The ruling also implies that Roll Global, POM Wonderful’s parent company, will not need to get FDA approval before making health claims about its food products, nor will it have to conduct the kind of double-blind, randomized, placebo-controlled studies that are required of the pharmaceutical industry, and which the FTC was illegally insisting on.

As we reported last year, the FDA allows food and supplement producers to describe the role of a nutrient or dietary ingredient as it affects normal structure or function in humans—for example, “calcium builds strong bones” or “vitamin D boosts immune system function.” However, one cannot legally cite the science showing that vitamin D prevents and treats the flu. The flu is considered a disease, so this is forbidden.

The FTC, however, has been claiming that even structure/function claims cannot be made unless two random-controlled human clinical trials, or RCTs, are performed! And that’s two RCTs for each product, not each ingredient. Even one RCT is tremendously expensive, so to require two for each product before any health claim is made is a nearly impossible undertaking.

Both FDA and the FTC regulate health claims about food (and dietary supplements are defined as a food), but the FTC covers health claims in advertising, whereas the FDA is concerned with health claims on food product labeling. The difficulty here is that through a series of lawsuit settlement agreements (“consent decrees”) taken against food companies by the FTC, the lines between the FTC and the FDA jurisdictions are blurring, particularly in regard to health claims.
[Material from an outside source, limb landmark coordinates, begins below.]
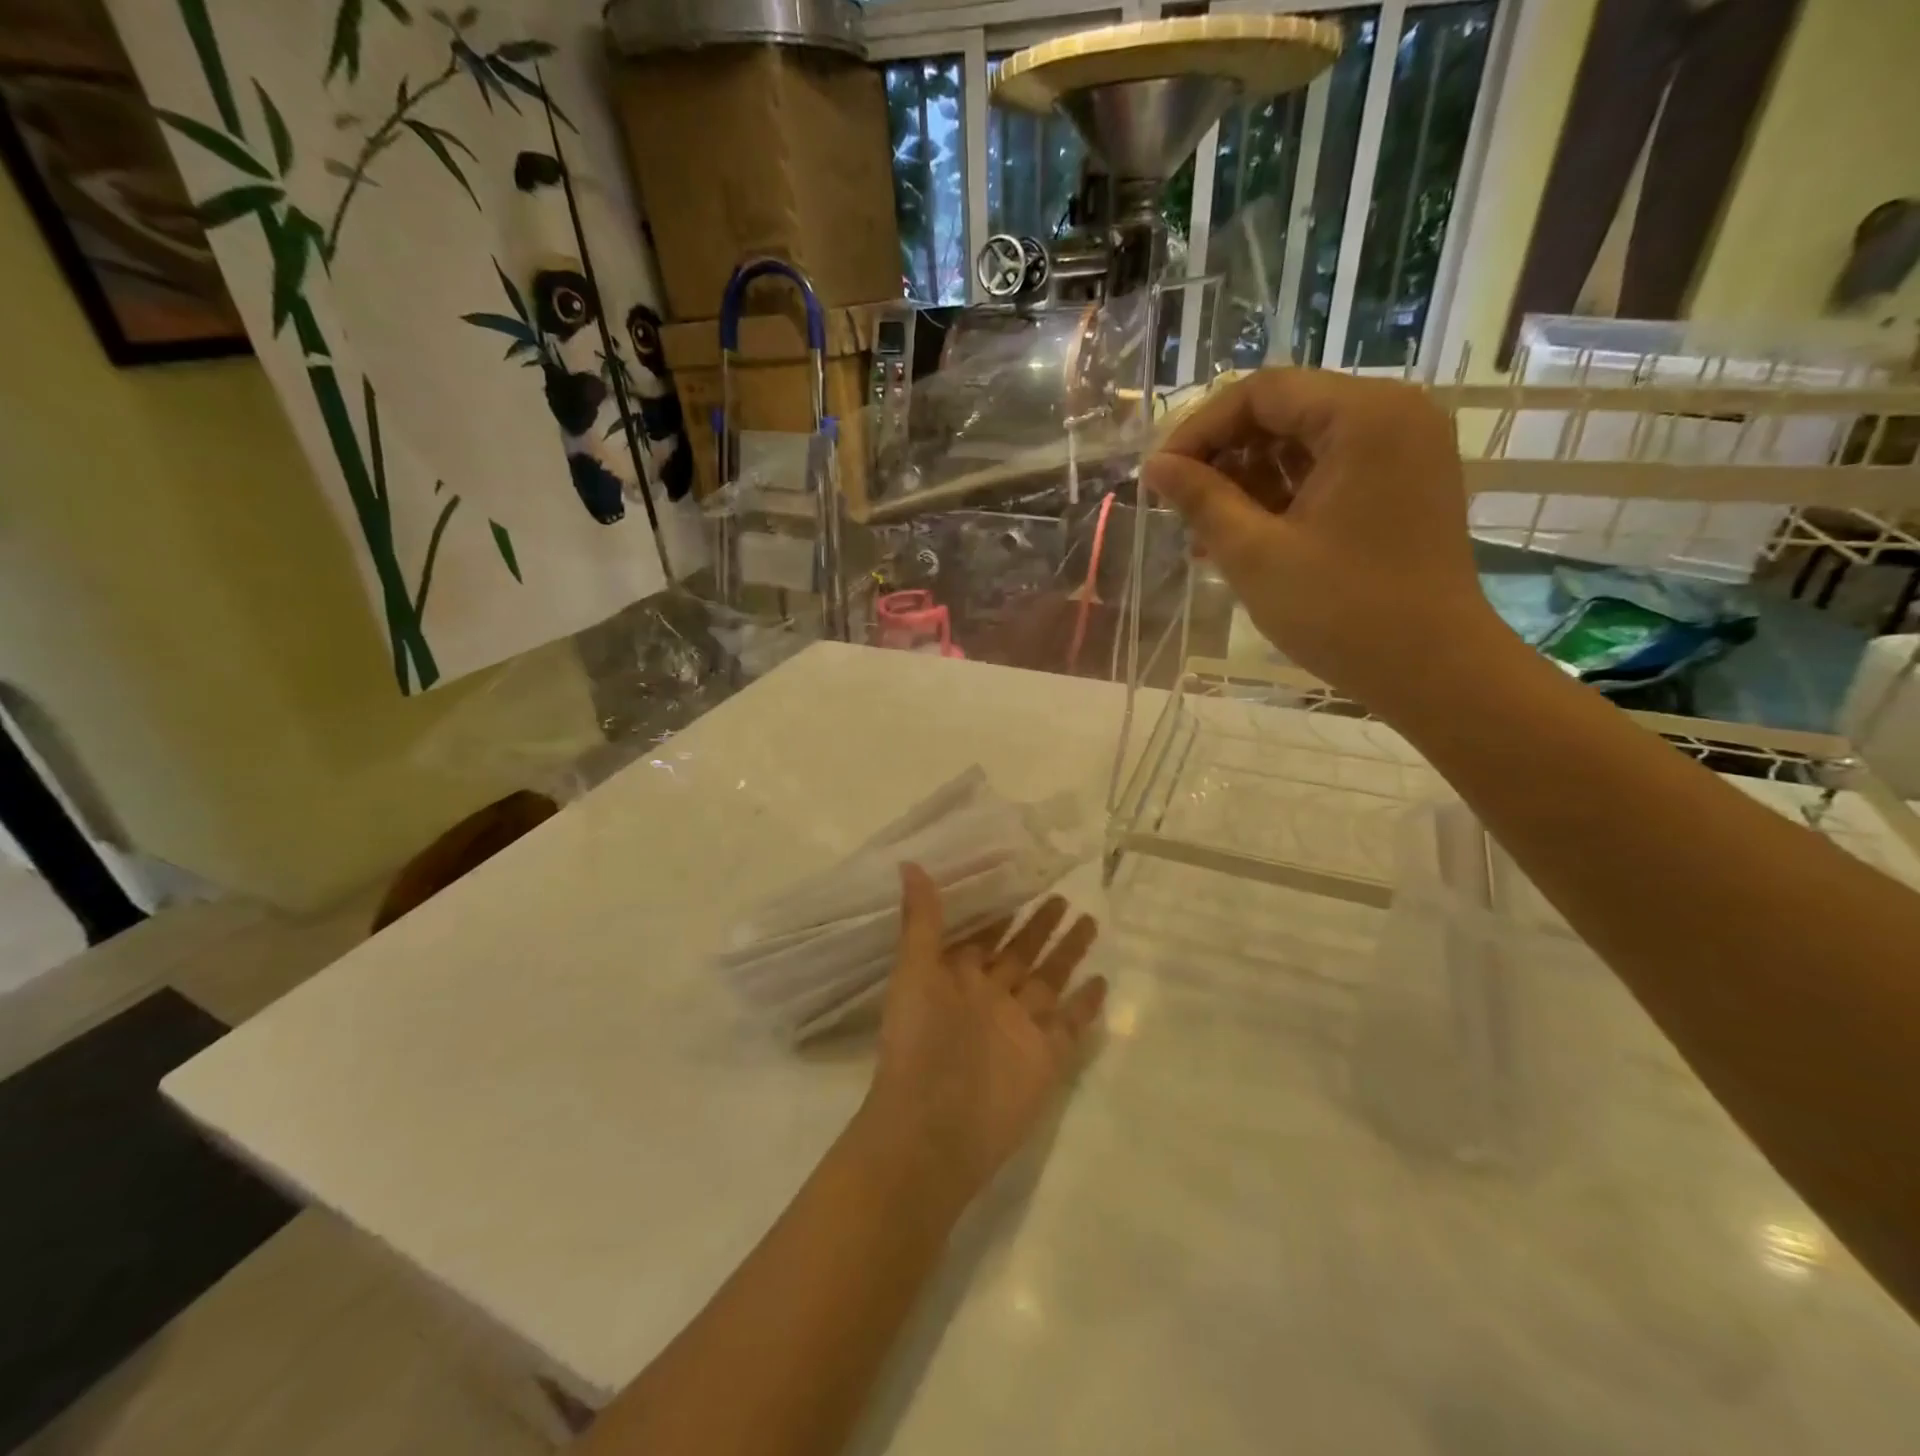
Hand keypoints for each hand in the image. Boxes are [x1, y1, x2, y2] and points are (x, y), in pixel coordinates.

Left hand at [859, 864, 1106, 1209]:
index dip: (999, 912)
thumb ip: (922, 919)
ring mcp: (1020, 1028)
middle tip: (1061, 895)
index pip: (983, 937)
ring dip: (1067, 953)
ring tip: (1089, 921)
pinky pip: (1070, 1024)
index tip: (1017, 879)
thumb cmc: (919, 1041)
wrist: (935, 1127)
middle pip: (1020, 954)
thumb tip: (910, 862)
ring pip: (1049, 980)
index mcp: (957, 979)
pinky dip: (1085, 1004)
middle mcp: (990, 999)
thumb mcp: (915, 970)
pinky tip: (1101, 980)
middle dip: (1039, 927)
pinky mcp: (1046, 1057)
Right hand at [1143, 368, 1502, 710]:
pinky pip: (1329, 471)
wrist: (1433, 671)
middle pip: (1285, 411)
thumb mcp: (1255, 554)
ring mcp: (1404, 450)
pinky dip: (1283, 496)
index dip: (1200, 429)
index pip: (1262, 392)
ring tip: (1205, 532)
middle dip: (1224, 456)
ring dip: (1249, 480)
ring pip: (1303, 443)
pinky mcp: (1402, 485)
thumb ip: (1201, 500)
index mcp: (1364, 416)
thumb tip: (1154, 467)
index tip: (1161, 477)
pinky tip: (1244, 536)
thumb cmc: (1342, 611)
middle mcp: (1393, 415)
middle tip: (1180, 506)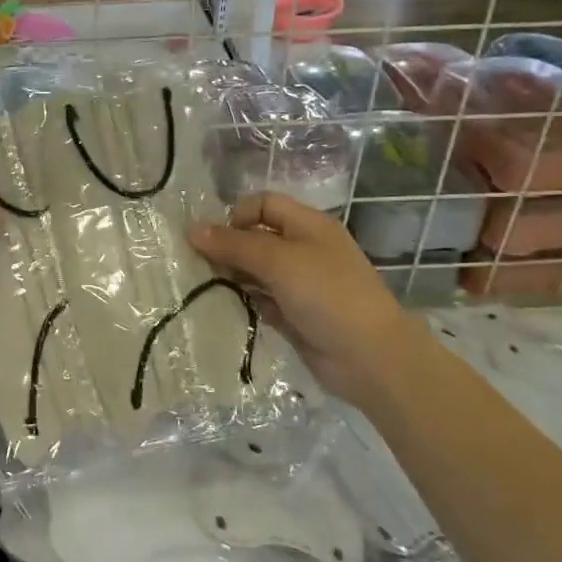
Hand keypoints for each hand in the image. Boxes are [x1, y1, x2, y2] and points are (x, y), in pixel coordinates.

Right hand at [188, 191, 411, 405]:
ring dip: (232, 276)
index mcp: (308, 225)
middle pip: (256, 237)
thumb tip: (191, 228)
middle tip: (200, 266)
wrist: (370, 357)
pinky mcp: (293, 314)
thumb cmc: (327, 295)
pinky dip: (244, 301)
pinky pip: (260, 300)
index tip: (213, 240)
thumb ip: (234, 244)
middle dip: (228, 248)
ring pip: (255, 270)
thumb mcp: (278, 261)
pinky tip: (225, 308)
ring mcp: (300, 284)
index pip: (263, 204)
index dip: (236, 215)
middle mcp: (304, 250)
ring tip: (207, 287)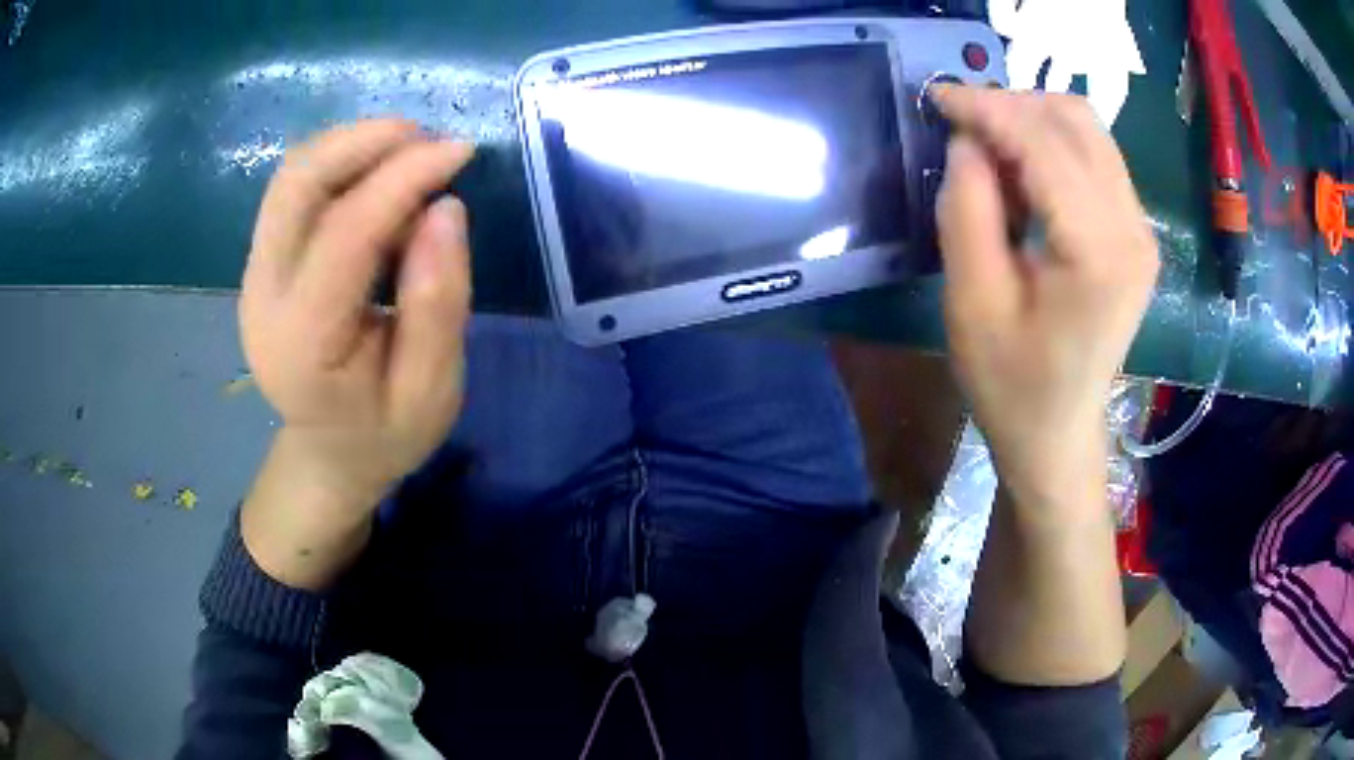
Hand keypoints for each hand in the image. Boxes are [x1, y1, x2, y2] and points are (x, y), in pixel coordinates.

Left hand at [240, 120, 475, 510]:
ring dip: (349, 145)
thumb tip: (444, 209)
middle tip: (426, 138)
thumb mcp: (431, 392)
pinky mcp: (263, 263)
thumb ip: (438, 305)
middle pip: (295, 185)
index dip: (402, 179)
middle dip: (362, 141)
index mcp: (303, 344)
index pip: (344, 233)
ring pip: (290, 177)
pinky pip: (293, 191)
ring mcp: (255, 277)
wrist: (330, 453)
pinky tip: (379, 175)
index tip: (459, 152)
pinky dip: (338, 164)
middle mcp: (263, 299)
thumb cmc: (384, 433)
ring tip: (409, 150)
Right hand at [933, 87, 1158, 514]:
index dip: (986, 108)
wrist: (1057, 433)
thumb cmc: (1010, 383)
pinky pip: (1095, 157)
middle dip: (1011, 105)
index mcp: (1098, 252)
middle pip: (1075, 120)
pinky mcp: (1135, 232)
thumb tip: (968, 139)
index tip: (936, 96)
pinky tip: (1022, 171)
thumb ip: (968, 207)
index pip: (1043, 142)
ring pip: (1088, 130)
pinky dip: (1052, 144)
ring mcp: (1140, 229)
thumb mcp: (971, 301)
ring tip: (988, 147)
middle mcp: (1133, 228)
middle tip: (960, 124)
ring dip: (1032, 120)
In its consent agreements—under threat of severe sanction if not agreed to—the FTC has forced companies to agree that no advertising claims could be made unless (a) there was prior approval by the FDA, and (b) it was supported by two double-blind, placebo-controlled studies—a pharmaceutical standard.

In 2010, POM Wonderful sued the FTC for blurring those lines. POM alleged that the FTC was trampling on their first amendment rights to make claims about pomegranates and pomegranate juice—claims that they said were supported by reliable scientific evidence. POM argued that FTC was illegally trying to create a new standard, whereas the current legal standard is that a claim does not require FDA approval and must simply be supported by competent, reliable, scientific evidence.

Constitutional lawyer Jonathan Emord put it this way:

The [FTC] cannot make unencumbered commercial speech dependent upon anything other than the requirement that the speech be non-misleading. Speech not approved by FDA may be true. Speech not supported by a set number and kind of human trials may also be true. The constitutional burden of proof is on FTC to prove falsity in each specific case based on the precise content of the claim.

As another article in this issue makes clear, the battle for free speech about science is still far from won. We are only in the early days. But the POM case is a major step forward and worth celebrating.